| What is expected |
Search the records for the string "bottom" and copy every line where it turns up.

--------------------------------

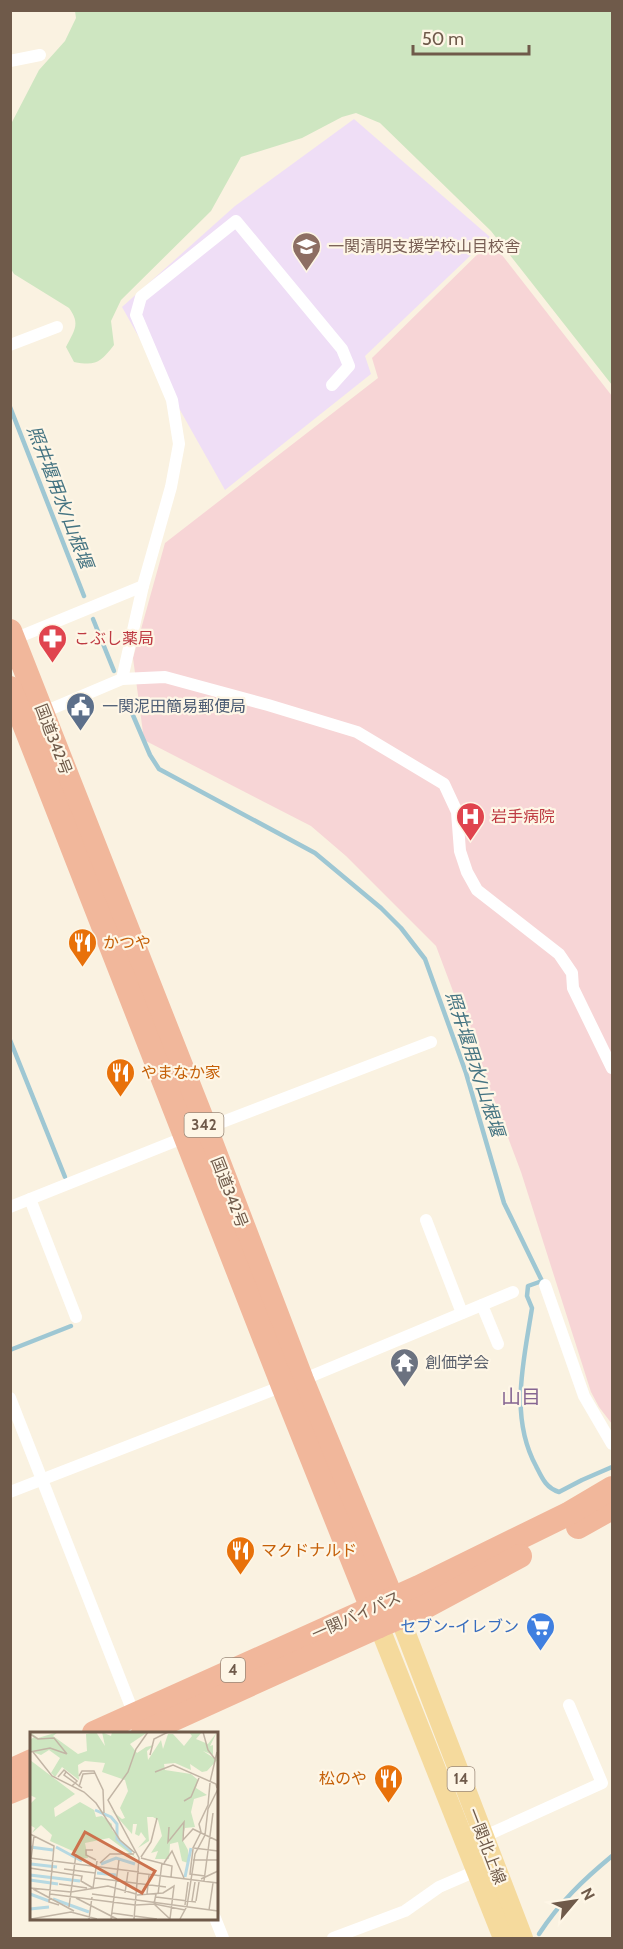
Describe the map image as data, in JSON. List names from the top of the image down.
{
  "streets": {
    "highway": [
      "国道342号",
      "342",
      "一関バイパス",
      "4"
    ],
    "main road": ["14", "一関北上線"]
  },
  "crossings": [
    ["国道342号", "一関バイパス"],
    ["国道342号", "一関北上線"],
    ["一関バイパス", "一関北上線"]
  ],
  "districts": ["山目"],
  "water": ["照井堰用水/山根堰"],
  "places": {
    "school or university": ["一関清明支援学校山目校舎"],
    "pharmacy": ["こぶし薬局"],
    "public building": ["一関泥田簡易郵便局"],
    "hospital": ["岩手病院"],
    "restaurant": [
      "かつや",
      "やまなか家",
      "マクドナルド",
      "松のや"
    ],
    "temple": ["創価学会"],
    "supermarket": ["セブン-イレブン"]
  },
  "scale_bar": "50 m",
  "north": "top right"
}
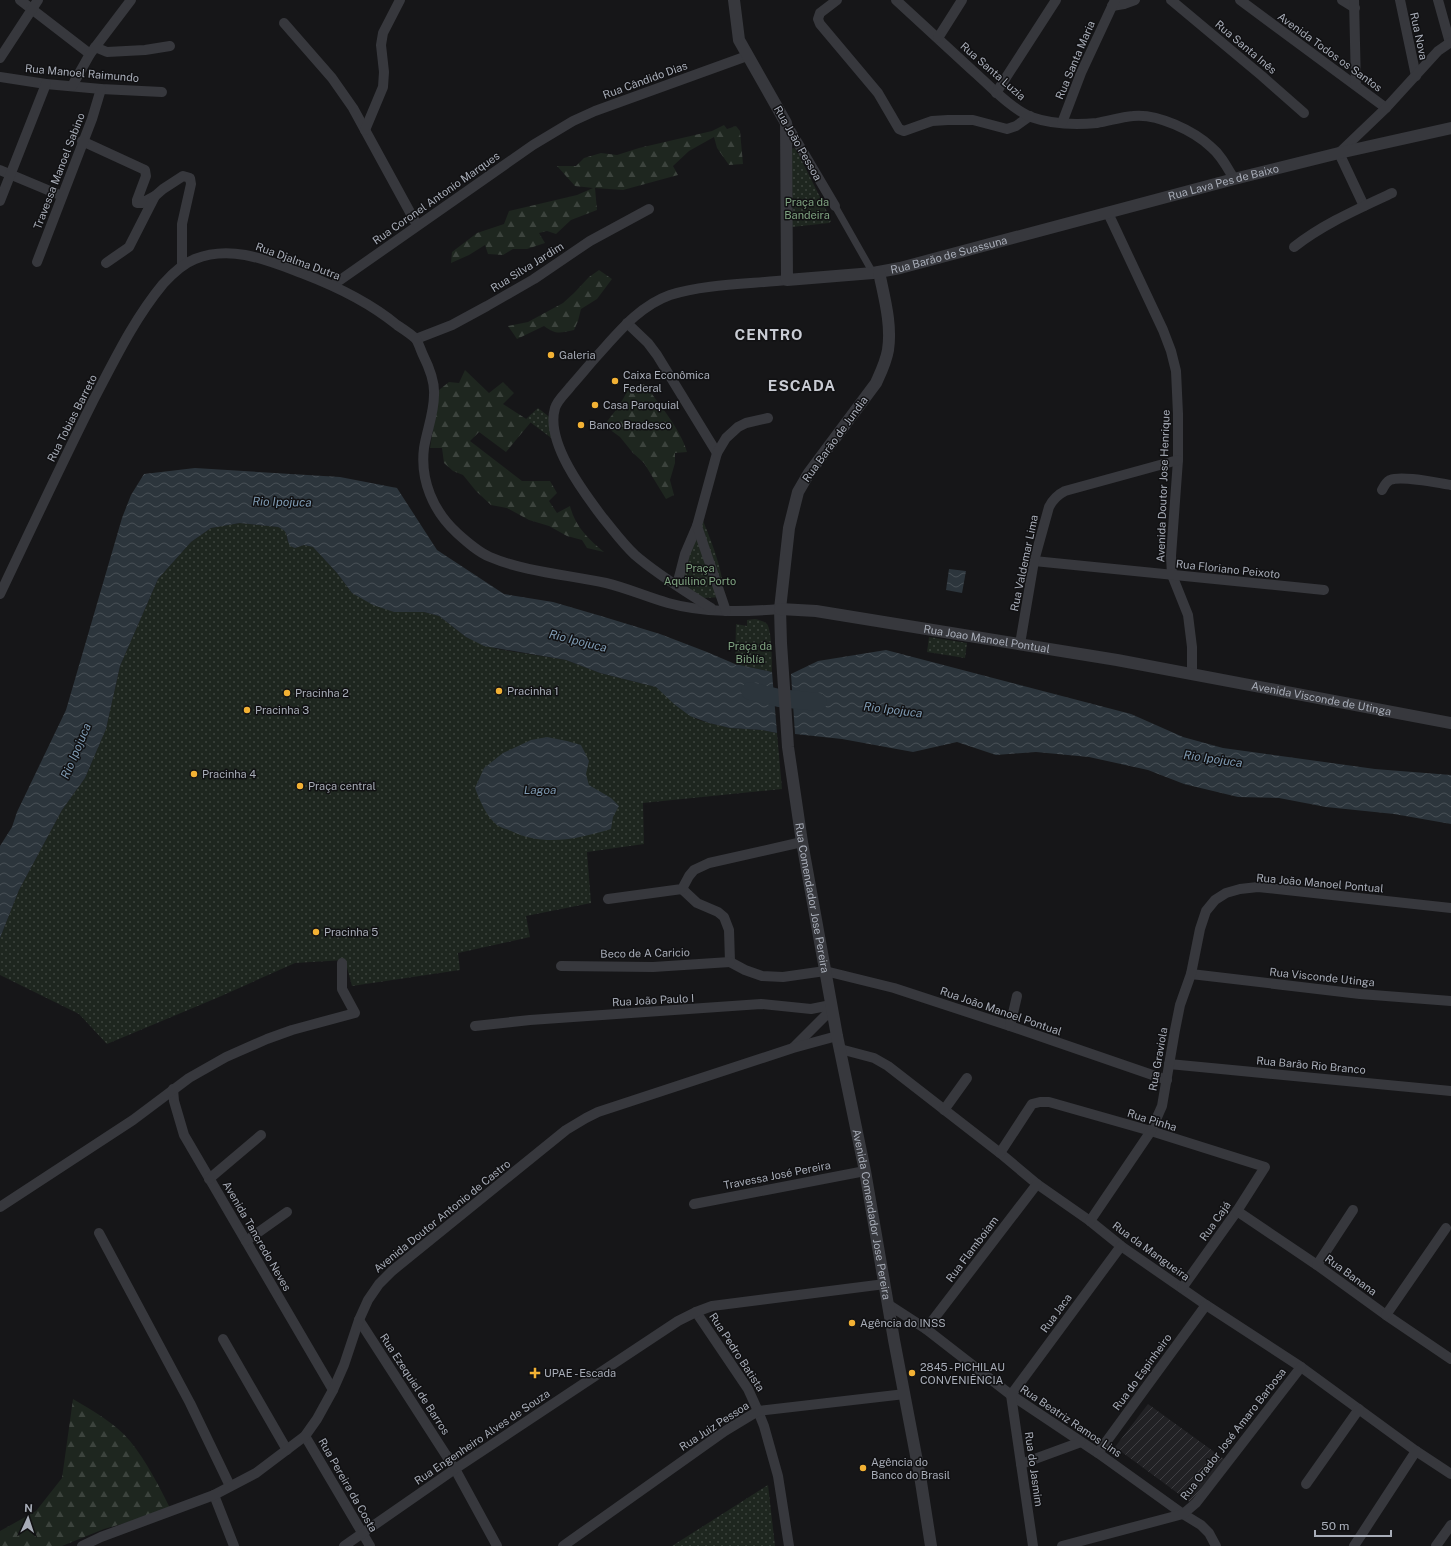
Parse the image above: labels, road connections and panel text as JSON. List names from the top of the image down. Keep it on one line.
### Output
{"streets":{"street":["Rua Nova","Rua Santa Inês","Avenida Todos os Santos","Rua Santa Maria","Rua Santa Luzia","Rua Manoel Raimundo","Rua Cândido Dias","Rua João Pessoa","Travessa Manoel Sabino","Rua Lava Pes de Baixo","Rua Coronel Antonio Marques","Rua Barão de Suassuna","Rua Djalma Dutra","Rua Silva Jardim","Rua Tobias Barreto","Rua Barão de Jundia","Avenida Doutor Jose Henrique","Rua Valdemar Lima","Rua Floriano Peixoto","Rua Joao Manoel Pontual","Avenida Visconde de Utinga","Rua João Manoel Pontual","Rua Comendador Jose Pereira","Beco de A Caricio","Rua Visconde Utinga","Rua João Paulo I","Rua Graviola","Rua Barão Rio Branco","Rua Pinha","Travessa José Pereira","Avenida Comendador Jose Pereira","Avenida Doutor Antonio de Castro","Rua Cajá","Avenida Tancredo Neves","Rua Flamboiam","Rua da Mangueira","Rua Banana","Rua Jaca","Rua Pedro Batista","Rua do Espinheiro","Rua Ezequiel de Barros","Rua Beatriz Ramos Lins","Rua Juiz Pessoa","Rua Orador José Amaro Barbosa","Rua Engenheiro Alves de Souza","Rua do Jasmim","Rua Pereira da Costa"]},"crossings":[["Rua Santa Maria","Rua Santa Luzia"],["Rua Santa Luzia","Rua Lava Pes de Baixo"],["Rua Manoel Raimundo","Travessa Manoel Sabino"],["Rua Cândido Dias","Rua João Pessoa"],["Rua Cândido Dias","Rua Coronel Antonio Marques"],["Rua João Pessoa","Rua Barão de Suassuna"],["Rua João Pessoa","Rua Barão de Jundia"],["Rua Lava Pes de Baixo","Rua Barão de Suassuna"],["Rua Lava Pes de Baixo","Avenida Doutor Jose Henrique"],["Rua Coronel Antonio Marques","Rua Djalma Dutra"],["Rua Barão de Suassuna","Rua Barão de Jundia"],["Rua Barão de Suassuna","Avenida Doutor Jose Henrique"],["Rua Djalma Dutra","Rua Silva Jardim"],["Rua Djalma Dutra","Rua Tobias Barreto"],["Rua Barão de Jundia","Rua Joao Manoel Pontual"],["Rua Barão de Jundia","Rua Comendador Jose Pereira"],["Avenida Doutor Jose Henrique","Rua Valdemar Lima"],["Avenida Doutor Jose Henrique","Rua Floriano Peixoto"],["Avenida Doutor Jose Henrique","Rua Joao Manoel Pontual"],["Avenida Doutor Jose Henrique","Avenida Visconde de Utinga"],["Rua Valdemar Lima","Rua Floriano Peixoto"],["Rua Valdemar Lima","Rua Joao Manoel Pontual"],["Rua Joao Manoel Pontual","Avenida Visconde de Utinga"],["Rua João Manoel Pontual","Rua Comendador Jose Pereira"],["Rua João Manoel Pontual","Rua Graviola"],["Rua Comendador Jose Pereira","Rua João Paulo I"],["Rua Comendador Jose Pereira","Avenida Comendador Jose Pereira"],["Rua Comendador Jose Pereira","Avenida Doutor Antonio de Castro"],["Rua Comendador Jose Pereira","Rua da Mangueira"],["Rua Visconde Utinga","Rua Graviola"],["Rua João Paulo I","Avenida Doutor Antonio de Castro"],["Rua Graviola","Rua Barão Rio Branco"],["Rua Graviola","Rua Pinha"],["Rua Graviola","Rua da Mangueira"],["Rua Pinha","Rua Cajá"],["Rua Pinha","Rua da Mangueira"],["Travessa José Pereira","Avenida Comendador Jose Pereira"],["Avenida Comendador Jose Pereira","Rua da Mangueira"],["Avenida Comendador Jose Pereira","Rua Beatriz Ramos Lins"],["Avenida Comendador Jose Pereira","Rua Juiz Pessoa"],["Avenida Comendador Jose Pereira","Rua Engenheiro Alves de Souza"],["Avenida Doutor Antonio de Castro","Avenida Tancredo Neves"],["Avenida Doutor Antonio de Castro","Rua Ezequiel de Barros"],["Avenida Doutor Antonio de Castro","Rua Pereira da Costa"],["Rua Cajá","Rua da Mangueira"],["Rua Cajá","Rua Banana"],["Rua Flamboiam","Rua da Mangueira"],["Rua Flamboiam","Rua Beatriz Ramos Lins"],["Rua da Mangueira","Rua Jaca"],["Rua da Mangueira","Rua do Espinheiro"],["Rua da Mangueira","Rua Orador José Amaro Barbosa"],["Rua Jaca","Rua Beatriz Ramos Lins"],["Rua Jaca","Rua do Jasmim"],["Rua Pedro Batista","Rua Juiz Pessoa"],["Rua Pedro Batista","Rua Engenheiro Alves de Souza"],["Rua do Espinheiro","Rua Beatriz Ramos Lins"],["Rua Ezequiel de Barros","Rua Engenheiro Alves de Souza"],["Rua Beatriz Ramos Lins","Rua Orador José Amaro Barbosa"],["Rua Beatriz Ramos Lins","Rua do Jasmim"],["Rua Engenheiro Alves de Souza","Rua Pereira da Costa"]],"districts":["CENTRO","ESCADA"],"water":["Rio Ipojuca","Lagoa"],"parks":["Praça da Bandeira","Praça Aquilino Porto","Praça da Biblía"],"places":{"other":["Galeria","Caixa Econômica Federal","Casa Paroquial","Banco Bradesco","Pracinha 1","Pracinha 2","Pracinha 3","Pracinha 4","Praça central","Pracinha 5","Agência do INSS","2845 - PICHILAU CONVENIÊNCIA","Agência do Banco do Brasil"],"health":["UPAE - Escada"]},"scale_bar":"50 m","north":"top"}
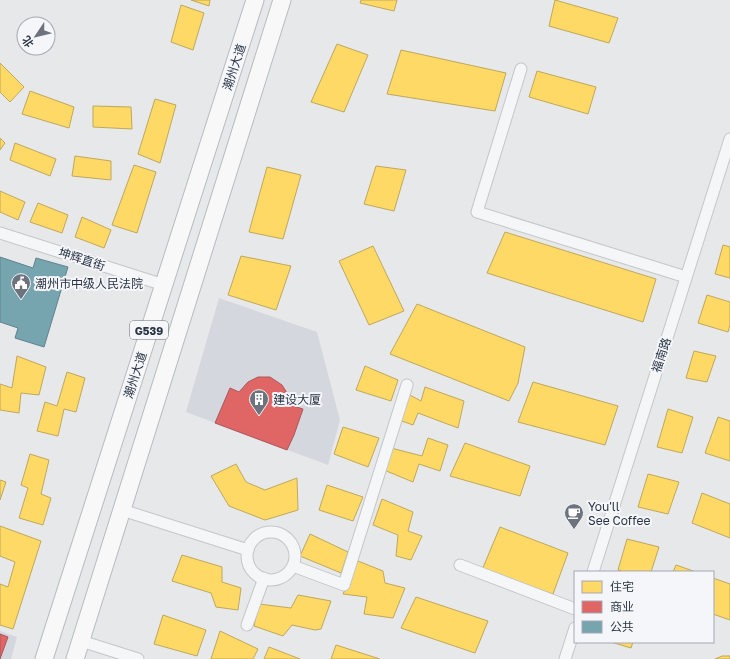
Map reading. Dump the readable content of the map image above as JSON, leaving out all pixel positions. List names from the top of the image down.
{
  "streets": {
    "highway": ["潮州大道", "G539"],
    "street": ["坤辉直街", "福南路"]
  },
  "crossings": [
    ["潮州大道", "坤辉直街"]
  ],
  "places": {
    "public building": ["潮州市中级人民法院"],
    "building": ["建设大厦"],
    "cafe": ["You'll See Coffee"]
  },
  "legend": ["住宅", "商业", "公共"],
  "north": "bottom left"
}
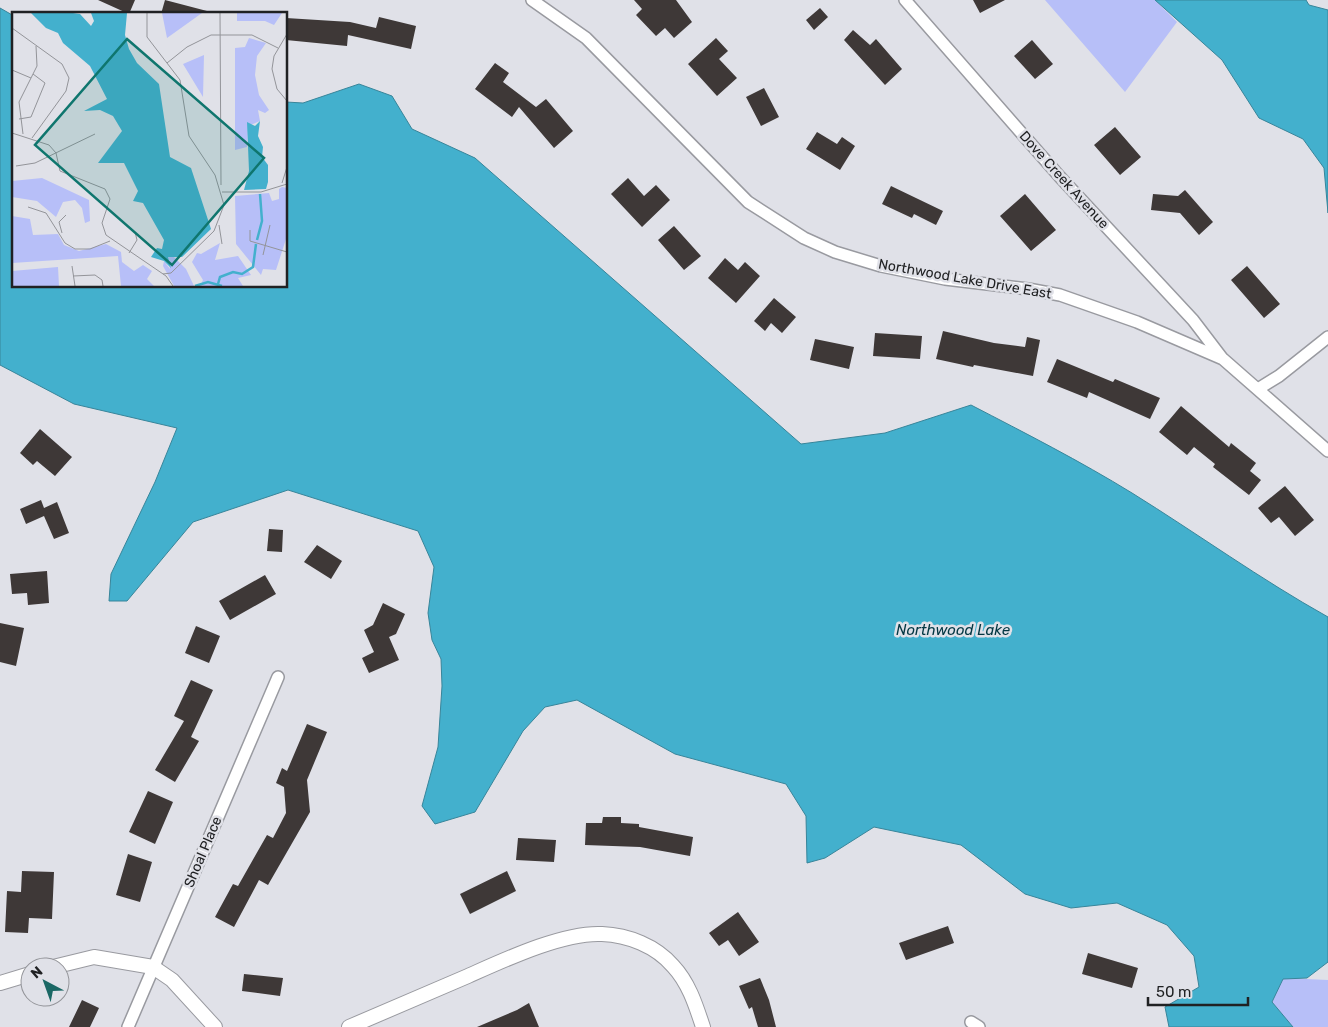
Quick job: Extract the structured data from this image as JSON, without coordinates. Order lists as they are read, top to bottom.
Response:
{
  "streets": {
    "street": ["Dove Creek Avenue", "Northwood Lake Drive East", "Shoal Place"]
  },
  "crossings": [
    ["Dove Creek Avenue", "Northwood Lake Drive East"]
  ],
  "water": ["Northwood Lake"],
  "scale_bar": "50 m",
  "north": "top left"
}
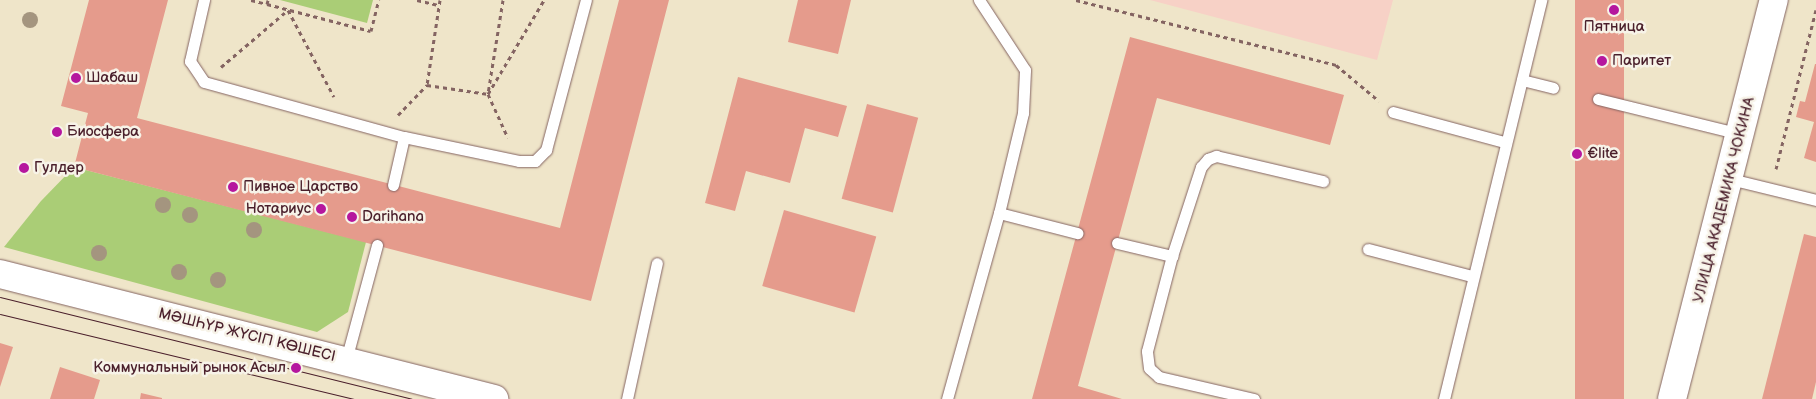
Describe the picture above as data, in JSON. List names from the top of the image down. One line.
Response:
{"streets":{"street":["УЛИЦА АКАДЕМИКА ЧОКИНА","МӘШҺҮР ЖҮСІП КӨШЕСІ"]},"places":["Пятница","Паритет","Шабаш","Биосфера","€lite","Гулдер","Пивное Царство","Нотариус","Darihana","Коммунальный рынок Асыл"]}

--------------------------------

| Solved problem |
  "north": "bottom left"
Quick job: Extract the structured data from this image as JSON, without coordinates. Order lists as they are read, top to bottom.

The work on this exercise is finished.